#### Work request
Give an exact reproduction of all the lines in the listing.

#### Dataset extract
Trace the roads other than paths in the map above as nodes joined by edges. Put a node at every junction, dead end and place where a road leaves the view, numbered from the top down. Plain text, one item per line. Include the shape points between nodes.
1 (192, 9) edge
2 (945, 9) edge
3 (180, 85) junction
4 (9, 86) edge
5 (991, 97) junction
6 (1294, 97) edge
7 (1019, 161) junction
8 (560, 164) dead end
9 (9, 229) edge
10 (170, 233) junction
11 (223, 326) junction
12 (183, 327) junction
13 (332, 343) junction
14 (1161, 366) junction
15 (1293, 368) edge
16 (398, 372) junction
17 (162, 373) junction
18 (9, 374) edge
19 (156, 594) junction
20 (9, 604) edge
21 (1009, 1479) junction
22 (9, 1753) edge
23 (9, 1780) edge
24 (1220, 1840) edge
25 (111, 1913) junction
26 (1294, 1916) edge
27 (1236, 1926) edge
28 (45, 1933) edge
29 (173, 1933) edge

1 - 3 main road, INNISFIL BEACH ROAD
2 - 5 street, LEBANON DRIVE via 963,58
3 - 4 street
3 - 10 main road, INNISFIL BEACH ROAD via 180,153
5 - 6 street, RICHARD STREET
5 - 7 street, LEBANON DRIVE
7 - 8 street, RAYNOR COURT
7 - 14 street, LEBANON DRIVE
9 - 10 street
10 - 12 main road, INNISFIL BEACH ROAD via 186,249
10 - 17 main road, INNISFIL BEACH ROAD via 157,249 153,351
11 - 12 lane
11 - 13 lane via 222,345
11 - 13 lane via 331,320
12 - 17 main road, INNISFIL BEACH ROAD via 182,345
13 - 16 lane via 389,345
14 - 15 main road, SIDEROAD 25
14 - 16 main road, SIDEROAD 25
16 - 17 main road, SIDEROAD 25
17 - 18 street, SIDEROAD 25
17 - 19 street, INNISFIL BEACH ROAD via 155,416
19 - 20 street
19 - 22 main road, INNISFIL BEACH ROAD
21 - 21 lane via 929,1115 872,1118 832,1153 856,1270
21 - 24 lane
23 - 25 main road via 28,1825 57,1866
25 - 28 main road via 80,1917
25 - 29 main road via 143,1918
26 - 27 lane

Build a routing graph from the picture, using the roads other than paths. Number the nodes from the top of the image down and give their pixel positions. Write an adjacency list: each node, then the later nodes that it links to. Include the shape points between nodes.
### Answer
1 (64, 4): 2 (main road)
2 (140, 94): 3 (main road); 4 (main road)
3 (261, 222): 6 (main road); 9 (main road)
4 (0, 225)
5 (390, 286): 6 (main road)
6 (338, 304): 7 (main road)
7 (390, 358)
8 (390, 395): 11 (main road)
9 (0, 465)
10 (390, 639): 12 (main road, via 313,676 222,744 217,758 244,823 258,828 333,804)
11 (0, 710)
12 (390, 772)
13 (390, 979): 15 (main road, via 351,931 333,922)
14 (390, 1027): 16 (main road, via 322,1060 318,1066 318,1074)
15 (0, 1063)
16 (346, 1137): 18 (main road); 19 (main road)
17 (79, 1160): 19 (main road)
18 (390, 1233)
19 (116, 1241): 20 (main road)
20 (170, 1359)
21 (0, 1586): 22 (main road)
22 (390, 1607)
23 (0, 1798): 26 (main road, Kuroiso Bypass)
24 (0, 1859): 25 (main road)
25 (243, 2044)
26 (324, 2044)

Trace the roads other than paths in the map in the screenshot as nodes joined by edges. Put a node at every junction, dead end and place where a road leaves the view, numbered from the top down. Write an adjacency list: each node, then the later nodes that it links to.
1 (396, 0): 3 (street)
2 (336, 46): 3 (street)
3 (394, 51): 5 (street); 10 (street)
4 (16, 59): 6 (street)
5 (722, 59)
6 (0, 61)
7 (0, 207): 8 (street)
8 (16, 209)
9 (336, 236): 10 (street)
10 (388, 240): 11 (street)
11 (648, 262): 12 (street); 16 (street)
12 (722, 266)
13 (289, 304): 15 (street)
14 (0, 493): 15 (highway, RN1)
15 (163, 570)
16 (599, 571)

#### Output for this task
Trace the roads other than paths in the map above as nodes joined by edges. Put a node at every junction, dead end and place where a road leaves the view, numbered from the top down. Plain text, one item per line. Include the shape points between nodes.
1 (192, 9) edge
2 (945, 9) edge
3 (180, 85) junction
4 (9, 86) edge
5 (991, 97) junction
6 (1294, 97) edge
7 (1019, 161) junction
8 (560, 164) dead end
9 (9, 229) edge
10 (170, 233) junction
11 (223, 326) junction
12 (183, 327) junction
13 (332, 343) junction
14 (1161, 366) junction
15 (1293, 368) edge
16 (398, 372) junction
17 (162, 373) junction
18 (9, 374) edge
19 (156, 594) junction
20 (9, 604) edge
21 (1009, 1479) junction
22 (9, 1753) edge
23 (9, 1780) edge
24 (1220, 1840) edge
25 (111, 1913) junction
26 (1294, 1916) edge
27 (1236, 1926) edge
28 (45, 1933) edge
29 (173, 1933) edge

1 - 3 main road, INNISFIL BEACH ROAD
2 - 5 street, LEBANON DRIVE via 963,58
3 - 4 street
3 - 10 main road, INNISFIL BEACH ROAD via 180,153
5 - 6 street, RICHARD STREET
5 - 7 street, LEBANON DRIVE
7 - 8 street, RAYNOR COURT
7 - 14 street, LEBANON DRIVE
9 - 10 street
10 - 12 main road, INNISFIL BEACH ROAD via 186,249
10 - 17 main road, INNISFIL BEACH ROAD via 157,249 153,351
11 - 12 lane
11 - 13 lane via 222,345
11 - 13 lane via 331,320
12 - 17 main road, INNISFIL BEACH ROAD via 182,345
13 - 16 lane via 389,345
14 - 15 main road, SIDEROAD 25
14 - 16 main road, SIDEROAD 25
16 - 17 main road, SIDEROAD 25
17 - 18 street, SIDEROAD 25
17 - 19 street, INNISFIL BEACH ROAD via 155,416
19 - 20 street
19 - 22 main road, INNISFIL BEACH ROAD
21 - 21 lane via 929,1115 872,1118 832,1153 856,1270
21 - 24 lane
23 - 25 main road via 28,1825 57,1866
25 - 28 main road via 80,1917
25 - 29 main road via 143,1918
26 - 27 lane

Build a routing graph from the picture, using the roads other than paths. Number the nodes from the top of the image down and give their pixel positions. Write an adjacency list: each node, then the later nodes that it links to. Include the shape points between nodes.
### Answer
1 (64, 4): 2 (main road)
2 (140, 94): 3 (main road); 4 (main road)
3 (261, 222): 6 (main road); 9 (main road)
4 (0, 225)
5 (390, 286): 6 (main road)
6 (338, 304): 7 (main road)
7 (390, 358)
8 (390, 395): 11 (main road)
9 (0, 465)
10 (390, 639): 12 (main road, via 313,676 222,744 217,758 244,823 258,828 333,804)
11 (0, 710)
12 (390, 772)
13 (390, 979): 15 (main road, via 351,931 333,922)
14 (390, 1027): 16 (main road, via 322,1060 318,1066 318,1074)
15 (0, 1063)
16 (346, 1137): 18 (main road); 19 (main road)
17 (79, 1160): 19 (main road)
18 (390, 1233)
19 (116, 1241): 20 (main road)
20 (170, 1359)
21 (0, 1586): 22 (main road)
22 (390, 1607)
23 (0, 1798): 26 (main road, Kuroiso Bypass)
24 (0, 1859): 25 (main road)
25 (243, 2044)
26 (324, 2044)

Trace the roads other than paths in the map in the screenshot as nodes joined by edges. Put a node at every junction, dead end and place where a road leaves the view, numbered from the top down. Write an adjacency list: each node, then the later nodes that it links to.
1 (396, 0): 3 (street)
2 (336, 46): 3 (street)
3 (394, 51): 5 (street); 10 (street)
4 (16, 59): 6 (street)
5 (722, 59)
6 (0, 61)
7 (0, 207): 8 (street)
8 (16, 209)
9 (336, 236): 10 (street)
10 (388, 240): 11 (street)
11 (648, 262): 12 (street); 16 (street)
12 (722, 266)
13 (289, 304): 15 (street)
14 (0, 493): 15 (highway, RN1)
15 (163, 570)
16 (599, 571)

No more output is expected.